◆ Work instructions
The full set of entries below, restated word for word and stripped of images, is the expected result.

◆ Record excerpts
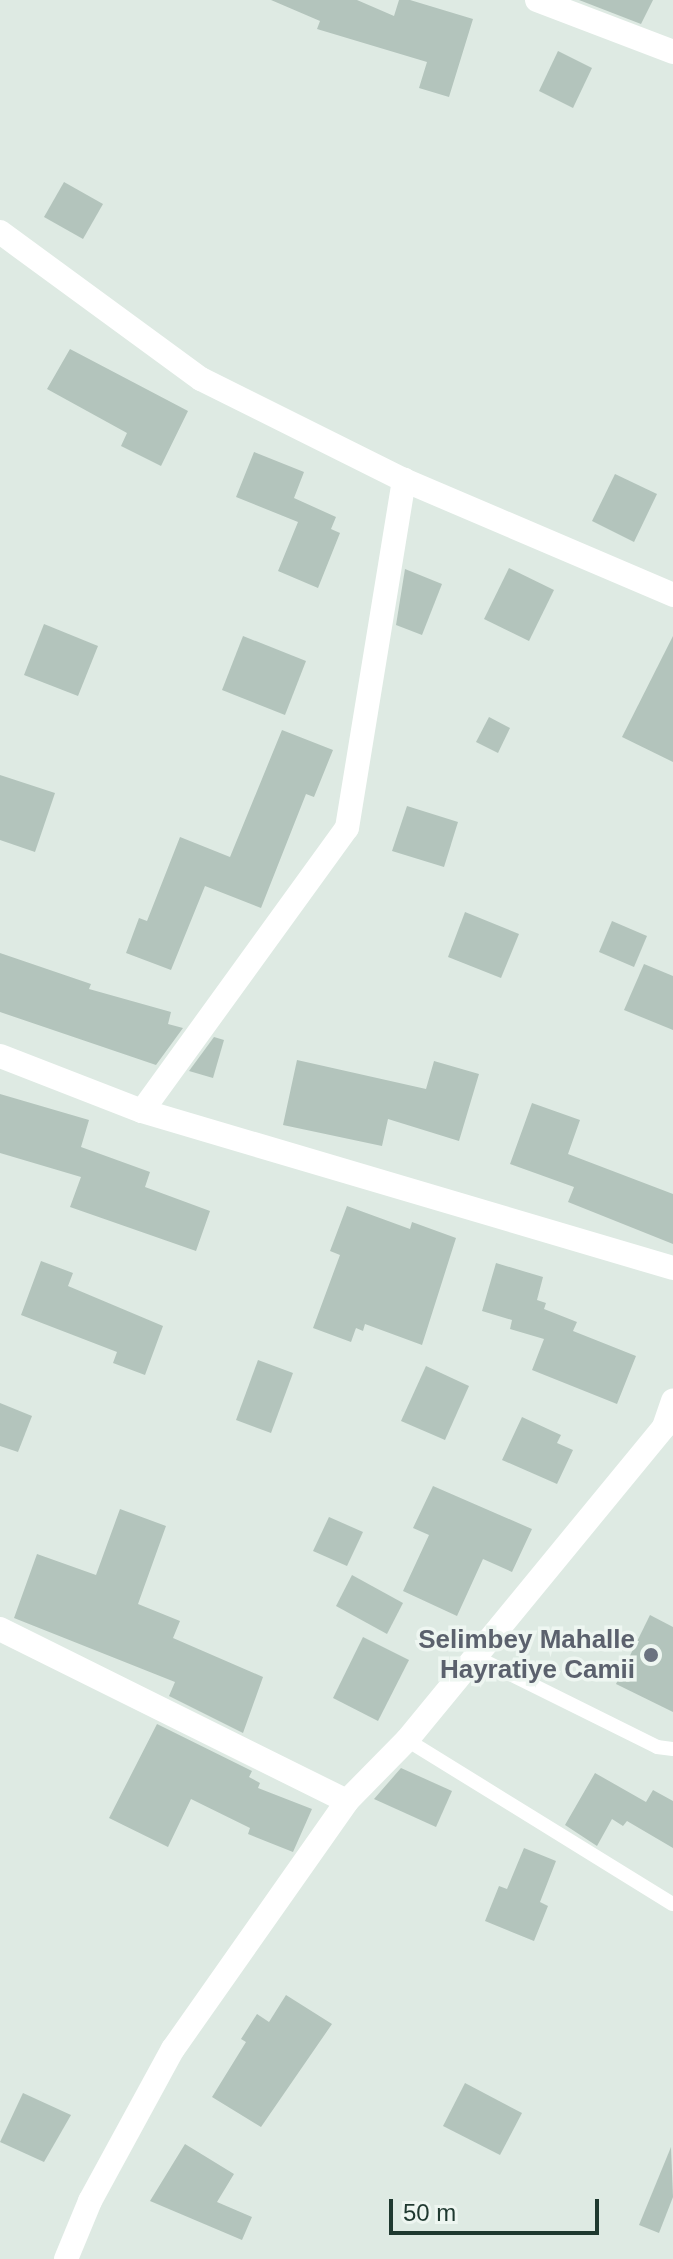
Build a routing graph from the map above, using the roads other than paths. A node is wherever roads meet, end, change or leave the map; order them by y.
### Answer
1 (537, 0) edge
2 (673, 52) edge
3 (0, 232) edge
4 (404, 480) junction
5 (673, 595) edge
6 (0, 1056) edge
7 (142, 1111) junction
8 (673, 1268) edge
9 (673, 1401) edge
10 (668, 1427) edge
11 (0, 1629) edge
12 (472, 1655) junction
13 (407, 1740) junction
14 (673, 1749) edge
15 (347, 1801) junction
16 (673, 1904) edge
17 (66, 2259) edge

1 - 2 street
3 - 4 street
4 - 5 street
4 - 7 street
6 - 7 street
7 - 8 street
9 - 10 street
10 - 12 street
11 - 15 street
12 - 13 street
12 - 14 lane
13 - 15 street
13 - 16 lane
15 - 17 street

◆ Answer box
Build a routing graph from the map above, using the roads other than paths. A node is wherever roads meet, end, change or leave the map; order them by y.
### Answer
1 (537, 0) edge
2 (673, 52) edge
3 (0, 232) edge
4 (404, 480) junction
5 (673, 595) edge
6 (0, 1056) edge
7 (142, 1111) junction
8 (673, 1268) edge
9 (673, 1401) edge
10 (668, 1427) edge
11 (0, 1629) edge
12 (472, 1655) junction
13 (407, 1740) junction
14 (673, 1749) edge
15 (347, 1801) junction
16 (673, 1904) edge
17 (66, 2259) edge

1 - 2 street
3 - 4 street
4 - 5 street
4 - 7 street
6 - 7 street
7 - 8 street
9 - 10 street
10 - 12 street
11 - 15 street
12 - 13 street
12 - 14 lane
13 - 15 street
13 - 16 lane
15 - 17 street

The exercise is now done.